- Walter Morison (right) with Lorne Welch after being recaptured wearing German Luftwaffe uniforms in 1943
- Born: 26 November 1919 Beckenham, Kent, England
- Died: 26 March 2009 (aged 89)
- Allegiance: United Kingdom
- Branch: Royal Air Force
- Service years: 1939–1945
- Rank: Flight Lieutenant
- Unit: No. 103 Squadron RAF
- Conflicts: World War II

= Walter Morison =

RAF pilot (1919–2009)

Flight Lieutenant Walter McDonald Morison (26 November 1919 – 26 March 2009) was a Royal Air Force pilot who became a prisoner of war and was sent to Colditz for attempting to steal an enemy aircraft during the Second World War.

==Early life==
He was born at Beckenham, Kent. While in his first year at Trinity College, Cambridge, the Second World War began; he volunteered the same day.

==Royal Air Force service==
Morison was a glider pilot) who joined the Royal Air Force at the outbreak of war in September 1939, and was trained as a power pilot.

He was commissioned as a pilot officer on 30 November 1940 and assigned to No. 241 Squadron, flying Westland Lysanders. Because of his previous flying experience he was transferred to a training unit as an instructor. Later, in May 1942 he was posted to No. 103 Squadron flying Wellington bombers.

On the night of 5/6 June 1942 on his third mission and the first as captain, he was hit by another Wellington X3339 from 156 Squadron, piloted by Sgt Guy Chamberlin RAFVR. He was the sole survivor of his five-man crew. Coincidentally, Morison had been Chamberlin's instructor at RAF Lossiemouth around the beginning of 1942. All the crew of X3339 were killed and are buried in the same row at the Reischwald Forest War Cemetery near Kleve in Germany.

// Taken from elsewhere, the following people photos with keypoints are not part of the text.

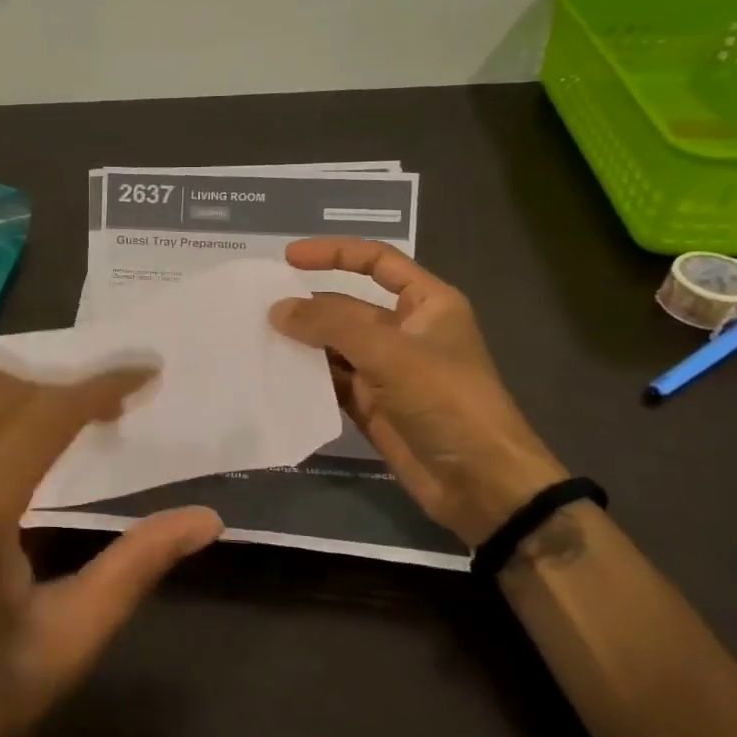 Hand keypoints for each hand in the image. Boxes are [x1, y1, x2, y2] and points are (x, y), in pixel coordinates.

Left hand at [0, 362, 221, 736]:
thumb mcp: (63, 647)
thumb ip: (134, 568)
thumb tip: (205, 518)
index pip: (49, 412)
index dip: (103, 385)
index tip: (145, 373)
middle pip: (2, 388)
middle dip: (61, 389)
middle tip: (102, 416)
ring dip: (2, 383)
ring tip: (38, 415)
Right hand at [270, 237, 565, 546]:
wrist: (480, 483)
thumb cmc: (446, 400)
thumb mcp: (390, 352)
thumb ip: (331, 326)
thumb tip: (278, 309)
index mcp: (426, 304)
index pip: (376, 262)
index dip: (334, 253)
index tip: (288, 257)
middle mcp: (405, 331)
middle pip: (348, 305)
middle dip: (308, 305)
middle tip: (258, 306)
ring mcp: (386, 369)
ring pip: (334, 345)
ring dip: (302, 341)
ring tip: (256, 335)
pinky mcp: (371, 404)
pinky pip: (331, 380)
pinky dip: (305, 376)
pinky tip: (273, 371)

He became a prisoner of war (POW) and was sent to Stalag Luft III at Sagan. He was promoted to flight lieutenant on 30 November 1942 whilst being held as a POW.

On 12 June 1943, Morison and 23 or 25 others escaped from the camp during a delousing break. Twenty-two prisoners left the camp with two "guards", actually two fellow POWs in bogus German uniforms. Once outside, the group split up. The others were quickly recaptured, but he and Flight Lieutenant Lorne Welch, wearing fake uniforms, walked to a nearby airfield and attempted to steal an aircraft, a Junkers W 34. They had to abandon the attempt when the rightful crew appeared to fly away the aircraft. The next day, they returned and tried to steal a biplane, but were caught and eventually sent to Oflag IV-C at Colditz.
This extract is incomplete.